(ACTIVITY)
For each line of the data that includes the word "lane", copy the line.

(RECORDS TO USE)
◆ ◆ ◆ ◆ ◆ ◆ ◆

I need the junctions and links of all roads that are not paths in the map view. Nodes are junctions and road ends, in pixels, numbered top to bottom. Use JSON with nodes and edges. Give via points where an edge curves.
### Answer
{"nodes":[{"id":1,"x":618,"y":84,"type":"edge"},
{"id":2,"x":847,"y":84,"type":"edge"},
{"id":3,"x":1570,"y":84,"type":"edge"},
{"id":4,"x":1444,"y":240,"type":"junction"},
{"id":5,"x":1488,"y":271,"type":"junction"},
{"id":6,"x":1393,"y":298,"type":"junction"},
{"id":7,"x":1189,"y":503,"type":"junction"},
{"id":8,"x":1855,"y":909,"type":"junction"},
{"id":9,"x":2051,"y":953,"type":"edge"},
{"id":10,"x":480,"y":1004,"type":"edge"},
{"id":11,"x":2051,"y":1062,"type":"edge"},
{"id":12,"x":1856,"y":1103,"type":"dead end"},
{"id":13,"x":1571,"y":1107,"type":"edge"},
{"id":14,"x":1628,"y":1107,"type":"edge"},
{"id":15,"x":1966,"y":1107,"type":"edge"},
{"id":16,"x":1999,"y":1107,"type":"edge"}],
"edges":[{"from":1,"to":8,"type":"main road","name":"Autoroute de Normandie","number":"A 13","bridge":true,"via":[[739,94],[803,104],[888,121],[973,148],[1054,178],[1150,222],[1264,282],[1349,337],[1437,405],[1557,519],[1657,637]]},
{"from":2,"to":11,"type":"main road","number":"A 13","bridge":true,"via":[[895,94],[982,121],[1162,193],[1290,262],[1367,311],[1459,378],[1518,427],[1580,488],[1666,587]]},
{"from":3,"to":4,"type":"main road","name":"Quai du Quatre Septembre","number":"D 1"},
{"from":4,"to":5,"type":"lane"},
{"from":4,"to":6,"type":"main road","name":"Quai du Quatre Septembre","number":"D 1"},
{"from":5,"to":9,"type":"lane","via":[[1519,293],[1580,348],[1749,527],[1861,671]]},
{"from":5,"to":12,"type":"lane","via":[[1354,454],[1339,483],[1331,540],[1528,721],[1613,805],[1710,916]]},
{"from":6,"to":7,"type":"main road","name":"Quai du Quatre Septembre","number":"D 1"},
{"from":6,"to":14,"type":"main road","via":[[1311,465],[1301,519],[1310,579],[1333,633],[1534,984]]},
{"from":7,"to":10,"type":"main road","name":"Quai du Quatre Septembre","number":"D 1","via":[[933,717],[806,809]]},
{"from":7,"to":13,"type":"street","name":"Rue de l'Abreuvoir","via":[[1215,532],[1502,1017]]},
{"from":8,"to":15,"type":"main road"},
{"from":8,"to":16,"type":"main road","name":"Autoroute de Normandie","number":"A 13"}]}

◆ ◆ ◆ ◆ ◆ ◆ ◆

(TASK ANSWER)
{"from":4,"to":5,"type":"lane"},
{"from":5,"to":9,"type":"lane","via":[[1519,293],[1580,348],[1749,527],[1861,671]]},
{"from":5,"to":12,"type":"lane","via":[[1354,454],[1339,483],[1331,540],[1528,721],[1613,805],[1710,916]]},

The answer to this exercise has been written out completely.